──────── Records for this exercise

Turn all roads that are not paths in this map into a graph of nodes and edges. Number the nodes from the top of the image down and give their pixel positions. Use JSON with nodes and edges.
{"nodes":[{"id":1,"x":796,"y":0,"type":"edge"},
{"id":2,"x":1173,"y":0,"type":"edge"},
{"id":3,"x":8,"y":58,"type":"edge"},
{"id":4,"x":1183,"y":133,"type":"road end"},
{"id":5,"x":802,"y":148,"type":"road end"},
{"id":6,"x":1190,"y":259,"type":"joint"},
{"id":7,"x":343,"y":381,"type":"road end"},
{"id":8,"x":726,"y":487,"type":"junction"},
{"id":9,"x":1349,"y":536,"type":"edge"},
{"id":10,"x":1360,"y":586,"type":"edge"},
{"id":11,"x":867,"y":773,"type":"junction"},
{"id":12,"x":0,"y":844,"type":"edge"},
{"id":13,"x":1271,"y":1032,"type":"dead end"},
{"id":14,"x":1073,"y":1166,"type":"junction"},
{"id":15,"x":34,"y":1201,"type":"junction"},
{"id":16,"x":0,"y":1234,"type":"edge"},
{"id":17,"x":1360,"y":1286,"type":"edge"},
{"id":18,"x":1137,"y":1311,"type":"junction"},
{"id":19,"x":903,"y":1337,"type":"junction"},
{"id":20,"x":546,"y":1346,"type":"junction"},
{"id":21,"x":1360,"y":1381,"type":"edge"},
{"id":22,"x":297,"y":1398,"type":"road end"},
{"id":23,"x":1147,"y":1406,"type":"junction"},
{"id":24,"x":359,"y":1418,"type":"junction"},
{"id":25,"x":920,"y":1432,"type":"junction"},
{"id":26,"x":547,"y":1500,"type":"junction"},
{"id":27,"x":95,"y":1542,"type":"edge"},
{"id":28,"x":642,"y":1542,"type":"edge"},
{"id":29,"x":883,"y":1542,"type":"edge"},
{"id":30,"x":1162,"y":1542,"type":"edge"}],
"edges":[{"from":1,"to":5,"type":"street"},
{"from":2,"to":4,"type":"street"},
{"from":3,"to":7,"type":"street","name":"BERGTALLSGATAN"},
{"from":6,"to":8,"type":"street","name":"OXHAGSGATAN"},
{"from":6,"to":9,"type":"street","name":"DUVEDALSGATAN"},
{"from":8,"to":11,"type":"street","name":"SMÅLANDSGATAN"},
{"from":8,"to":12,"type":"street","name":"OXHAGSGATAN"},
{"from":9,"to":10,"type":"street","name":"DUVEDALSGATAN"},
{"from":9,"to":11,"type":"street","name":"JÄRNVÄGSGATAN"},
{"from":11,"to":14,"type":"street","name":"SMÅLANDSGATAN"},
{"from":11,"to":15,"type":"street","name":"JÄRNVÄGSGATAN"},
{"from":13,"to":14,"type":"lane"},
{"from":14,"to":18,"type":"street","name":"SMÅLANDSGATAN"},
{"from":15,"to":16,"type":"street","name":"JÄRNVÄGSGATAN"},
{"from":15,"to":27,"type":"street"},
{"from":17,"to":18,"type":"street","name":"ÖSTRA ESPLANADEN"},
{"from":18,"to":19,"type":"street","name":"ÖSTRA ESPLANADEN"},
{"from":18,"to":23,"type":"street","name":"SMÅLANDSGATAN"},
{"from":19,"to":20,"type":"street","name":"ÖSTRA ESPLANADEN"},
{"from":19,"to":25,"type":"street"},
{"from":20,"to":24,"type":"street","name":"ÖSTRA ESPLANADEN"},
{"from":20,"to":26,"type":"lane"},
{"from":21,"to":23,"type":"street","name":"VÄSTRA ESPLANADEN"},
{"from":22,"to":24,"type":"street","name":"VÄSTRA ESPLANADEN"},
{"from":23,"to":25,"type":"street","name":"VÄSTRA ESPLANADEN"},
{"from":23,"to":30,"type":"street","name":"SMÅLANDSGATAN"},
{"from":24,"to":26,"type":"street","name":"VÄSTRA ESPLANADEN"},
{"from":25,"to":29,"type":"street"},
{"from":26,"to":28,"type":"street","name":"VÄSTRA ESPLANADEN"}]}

────────────────

Write all the entries again precisely as they were given.

* Response area:
Turn all roads that are not paths in this map into a graph of nodes and edges. Number the nodes from the top of the image down and give their pixel positions. Use JSON with nodes and edges.
{"nodes":[{"id":1,"x":796,"y":0,"type":"edge"},
{"id":2,"x":1173,"y":0,"type":"edge"},
{"id":3,"x":8,"y":58,"type":"edge"},
{"id":4,"x":1183,"y":133,"type":"road end"},
{"id":5,"x":802,"y":148,"type":"road end"},
{"id":6,"x":1190,"y":259,"type":"joint"},
{"id":7,"x":343,"y":381,"type":"road end"},
{"id":8,"x":726,"y":487,"type":"junction"},
{"id":9,"x":1349,"y":536,"type":"edge"},
{"id":10,"x":1360,"y":586,"type":"edge"},
{"id":11,"x":867,"y":773,"type":"junction"},
{"id":12,"x":0,"y":844,"type":"edge"},
{"id":13,"x":1271,"y":1032,"type":"dead end"},
{"id":14,"x":1073,"y":1166,"type":"junction"},
{"id":15,"x":34,"y":1201,"type":"junction"},
{"id":16,"x":0,"y":1234,"type":"edge"},
{"id":17,"x":1360,"y":1286,"type":"edge"},
{"id":18,"x":1137,"y":1311,"type":"junction"},
{"id":19,"x":903,"y":1337,"type":"junction"},
{"id":20,"x":546,"y":1346,"type":"junction"},
{"id":21,"x":1360,"y":1381,"type":"edge"},
{"id":22,"x":297,"y":1398,"type":"road end"},
{"id":23,"x":1147,"y":1406,"type":"junction"},
{"id":24,"x":359,"y":1418,"type":"junction"},
{"id":25,"x":920,"y":1432,"type":"junction"},
{"id":26,"x":547,"y":1500,"type":"junction"},
{"id":27,"x":95,"y":1542,"type":"edge"},
{"id":28,"x":642,"y":1542,"type":"edge"},
{"id":29,"x":883,"y":1542,"type":"edge"},
{"id":30,"x":1162,"y":1542,"type":"edge"}],
"edges":[{"from":1,"to":5,"type":"street"},
{"from":2,"to":4,"type":"street"},
{"from":3,"to":7,"type":"street","name":"BERGTALLSGATAN"},
{"from":6,"to":8,"type":"street","name":"OXHAGSGATAN"},
{"from":6,"to":9,"type":"street","name":"DUVEDALSGATAN"},
{"from":8,"to":11,"type":"street","name":"SMÅLANDSGATAN"},
{"from":8,"to":12,"type":"street","name":"OXHAGSGATAN"},
{"from":9,"to":10,"type":"street","name":"DUVEDALSGATAN"},
{"from":9,"to":11,"type":"street","name":"JÄRNVÄGSGATAN"},
{"from":11,"to":14,"type":"street","name":"SMÅLANDSGATAN"},
{"from":11,"to":15,"type":"street","name":"JÄRNVÄGSGATAN"},
{"from":13,"to":14,"type":"lane"},
{"from":14,"to":18,"type":"street","name":"SMÅLANDSGATAN"},
{"from":15,"to":16,"type":"street","name":"JÄRNVÄGSGATAN"},
{"from":15,"to":27,"type":"street"},
{"from":17,"to":18,"type":"street","name":"ÖSTRA ESPLANADEN"},
{"from":18,"to":19,"type":"street","name":"ÖSTRA ESPLANADEN"},
{"from":18,"to":23,"type":"street","name":"SMÅLANDSGATAN"},
{"from":19,"to":20,"type":"street","name":"ÖSTRA ESPLANADEN"},
{"from":19,"to":25,"type":"street"},
{"from":20,"to":24,"type":"street","name":"ÖSTRA ESPLANADEN"},
{"from":20,"to":26,"type":"lane"},
{"from":21,"to":23,"type":"street","name":"VÄSTRA ESPLANADEN"},
{"from":22,"to":24,"type":"street","name":"VÄSTRA ESPLANADEN"},
{"from":23,"to":25,"type":"street","name":"VÄSTRA ESPLANADEN"},
{"from":23,"to":30,"type":"street","name":"SMÅLANDSGATAN"},
{"from":24,"to":26,"type":"street","name":"VÄSTRA ESPLANADEN"},
{"from":25,"to":29,"type":"street"},
{"from":26,"to":28,"type":"street","name":"VÄSTRA ESPLANADEN"}]}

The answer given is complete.